L’histoire de l’eau en bouteille Réunionnaise n’est pas un long fleuve tranquille. Tout commence avec la Société pour l’Exploitation et le Développement des Eaux de Source, comprenez Edena. Nous sommes en 1972. Yves Summing et ses associés décident de commercialiser après des Réunionnaises et Réunionnais l’eau pure de leurs montagnes. En l’occurrence il s’agit de l’eau filtrée par les roches volcaniques mafataises. La source s’appelle Denise. Un prénom, soit dit en passant, dérivé de Dionysos, le dieu grec de la vigne et du vin. C’est donc ainsi que le 5 octobre 1972, les premières bouteilles d’Edena sortent de l’usine basée à quelques pas de la fameuse source Denise. Dans le but de ne pas épuiser, dénaturer ni polluer le site, le parti est pris de prendre l’eau à la sortie souterraine de la source, sans forage ni pompage.

Après l’eau plate, l’eau gazeuse

Depuis sa découverte au 19e siècle, l’eau d’un autre cirque touche le cœur des Réunionnais. C’est véritablement dans les années 70, qu’une idée germe dans l’esprit d’Irénée ACCOT, premier Maire de Cilaos, et de Georges CHAN-OU-TEUNG, des limonades COT : mettre l’eau de Cilaos en bouteille. Le projet n’aboutira pas tout de suite.
Nous voilà donc de retour à Mafate. Non loin de la source Denise, se trouve la source Blanche. C’est elle qui depuis 1995 remplit les bouteilles d’eau Bagatelle. Une marque crée par la société Edena pour réagir à l’arrivée massive d’eaux importées de premier prix.
Pendant ce temps, Georges CHAN-OU-TEUNG se prépare à proposer une eau minérale naturelle gazeuse capable de concurrencer les marques nationales importées. C’est chose faite en novembre 1999 avec l’arrivée de Cilaos en GMS et dans les CHR. Des trois sources, celle qui alimente les bouteilles de Cilaos s’appelle Véronique. Irénée coule jusqu’aux bains du Centre Thermal et Manès n’est pas exploitée.

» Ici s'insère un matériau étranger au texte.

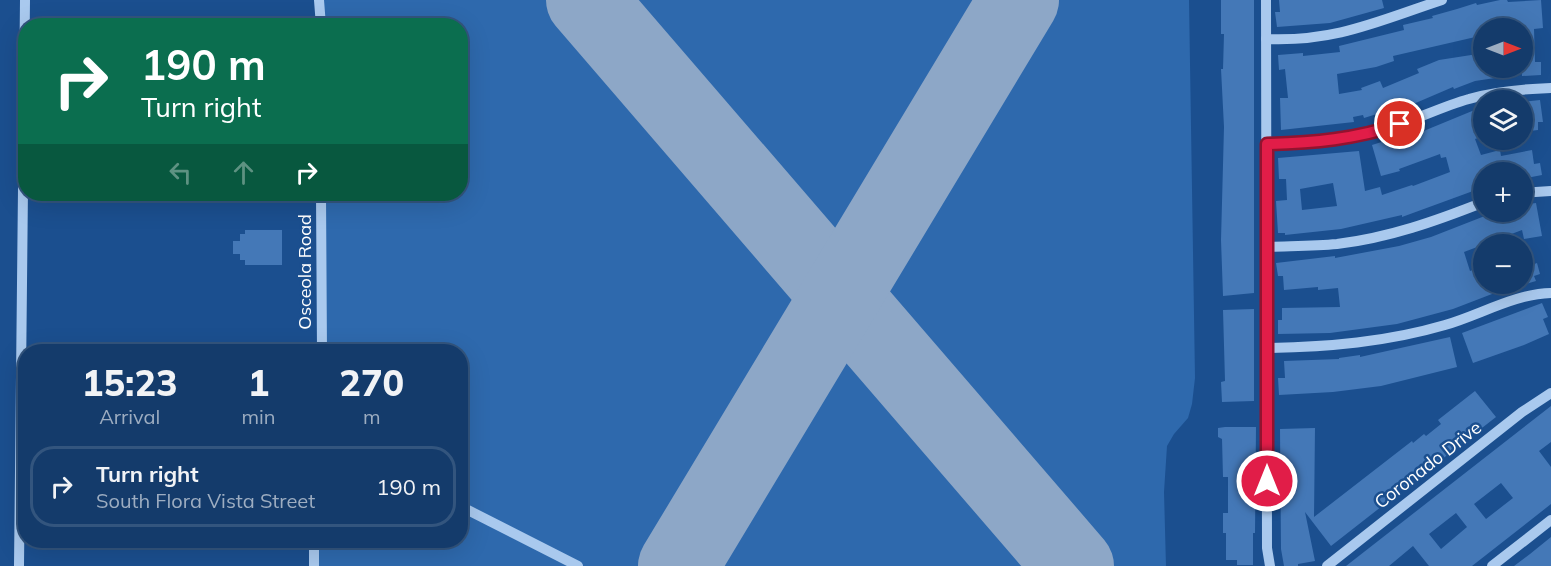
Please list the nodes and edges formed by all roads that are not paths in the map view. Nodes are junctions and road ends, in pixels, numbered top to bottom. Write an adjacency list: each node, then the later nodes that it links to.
1 (25, 0): 5 (street)
2 (320, 0): 6 (street)
3 (1266, 0): 7 (street)
4 (1442, 0): 7 (street)
5 (25, 18)
6 (321, 18)
7 (1266, 39): 9 (street)
8 (1551, 88): 9 (street)
9 (1267, 144): 15 (street)
10 (1551, 191): 11 (street)
11 (1533, 192)
12 (23, 201): 17 (street)
13 (321, 201): 18 (street, Osceola Road)
14 (1473, 206): 15 (street)
15 (1267, 247): 19 (street)
16 (1551, 293): 19 (street)
17 (21, 344)
18 (322, 344)
19 (1267, 348): 28 (street)
20 (1551, 393): 29 (street, Coronado Drive)
21 (468, 510): 27 (street)
22 (1551, 520): 30 (street)
23 (19, 548): 25 (street)
24 (314, 548): 26 (street)
25 (19, 566)
26 (314, 566)
27 (578, 566)
28 (1270, 566)
29 (1327, 566)
30 (1492, 566)

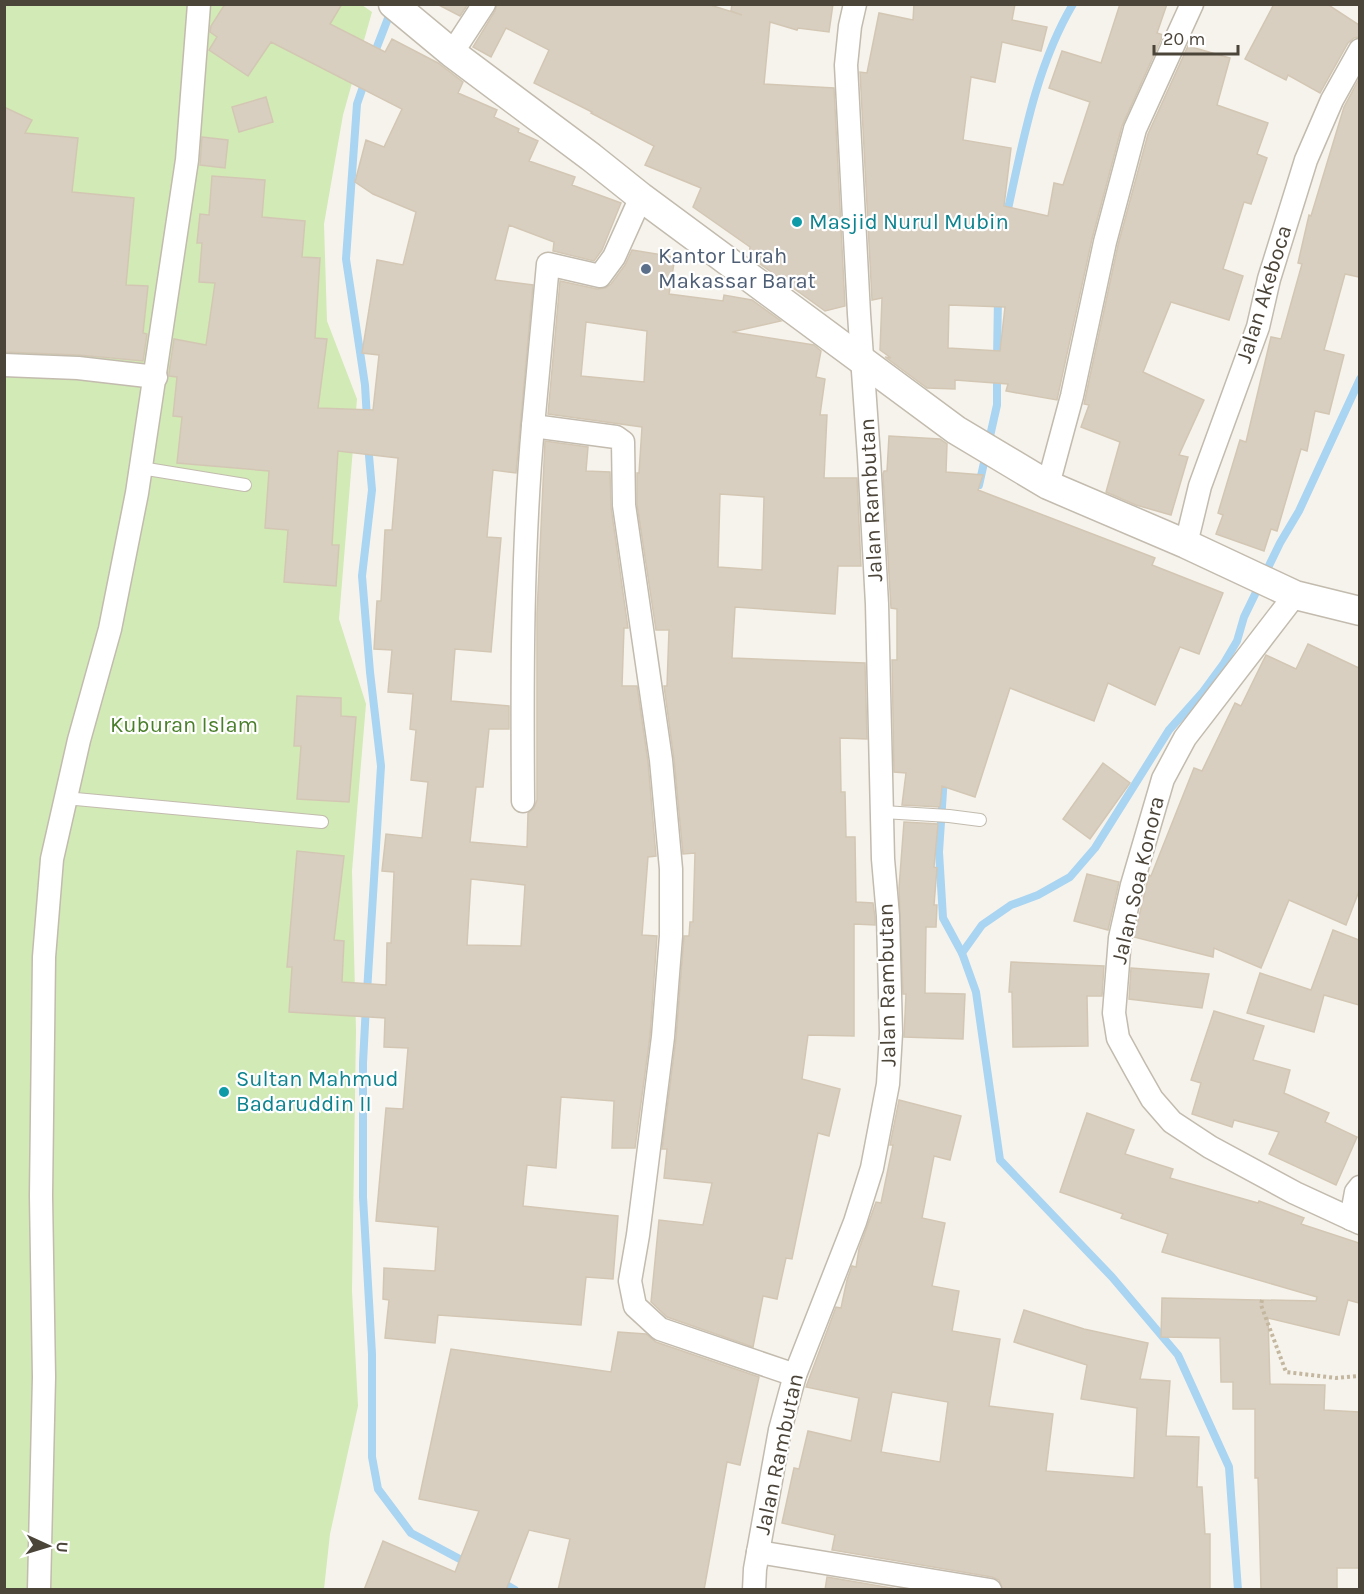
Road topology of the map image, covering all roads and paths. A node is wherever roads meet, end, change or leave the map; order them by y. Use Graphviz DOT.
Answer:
graph roads {
  1 [pos="199,4"];
  2 [pos="393,4"];
  3 [pos="484,4"];
  4 [pos="855,4"];
  5 [pos="1192,4"];
  6 [pos="1359,50"];
  7 [pos="452,53"];
  8 [pos="641,197"];
  9 [pos="862,362"];
  10 [pos="4,365"];
  11 [pos="156,377"];
  12 [pos="533,426"];
  13 [pos="141,468"];
  14 [pos="245,485"];
  15 [pos="1048,485"];
  16 [pos="1186,544"];
  17 [pos="1284,590"];
  18 [pos="1359,610"];
  19 [pos="65,798"];
  20 [pos="523,801"];
  21 [pos="883,812"];
  22 [pos="980,820"];
  23 [pos="322,822"];
  24 [pos="1359,1186"];
  25 [pos="1355,1221"];
  26 [pos="1262,1300"];
  27 [pos="795,1375"];
  28 [pos="1359,1376"];
  29 [pos="758,1552"];
  30 [pos="39,1590"];
  31 [pos="754,1590"];
  32 [pos="990,1590"];
  1 -- 11 [label="street"];
  2 -- 7 [label="street"];
  3 -- 7 [label="street"];
  4 -- 9 [label="street, Jalan Rambutan"];
  5 -- 15 [label="street"];
  6 -- 16 [label="street, Jalan Akeboca"];
  7 -- 8 [label="street"];
  8 -- 9 [label="street"];
  8 -- 12 [label="street"];
  9 -- 15 [label="street"];
  9 -- 21 [label="street, Jalan Rambutan"];
  10 -- 11 [label="street"];
  11 -- 13 [label="street"];
  12 -- 20 [label="street"];
  12 -- 27 [label="street"];
  13 -- 14 [label="lane"];
  13 -- 19 [label="street"];
  15 -- 16 [label="street"];
  16 -- 17 [label="street"];
  17 -- 18 [label="street"];
  17 -- 25 [label="street, Jalan Soa Konora"];
  19 -- 23 [label="lane"];
  19 -- 30 [label="street"];
  21 -- 22 [label="lane"];
  21 -- 27 [label="street, Jalan Rambutan"];
  24 -- 25 [label="street"];
  26 -- 28 [label="path"];
  27 -- 29 [label="street, Jalan Rambutan"];
  29 -- 31 [label="street, Jalan Rambutan"];
  29 -- 32 [label="street"];
}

Un nouveau concurrent venu du sud

On note en 2002 l’arrivée en GMS et dans les CHR l’arrivée de l’eau pétillante fabriquée par la société Edena. Cette dernière a vu débouler sur le marché réunionnais une autre eau de source locale en juin 2005 : Australine. L’eau des Hauts du Baril s’est laissée dompter par la Société des Eaux de Basse Vallée.
Fin 2010, la rumeur s’officialise : Edena, leader avec ses – dit-on – 65% de parts de marché et 45 millions de litres par an, est à vendre. Parmi les repreneurs potentiels, on évoquait la Compagnie laitière des Mascareignes. La Cilam, qui en plus des produits laitiers et jus de fruits, s’occupe de l’eau Australine, principal concurrent d’Edena. Au bout du compte, le groupe Marbour reprend la société en mars 2011. Depuis, chacun des trois acteurs locaux continue à faire fructifier son or bleu sur un marché de l’eau en bouteille appelé, selon les termes des responsables d’Australine, « à évoluer rapidement ».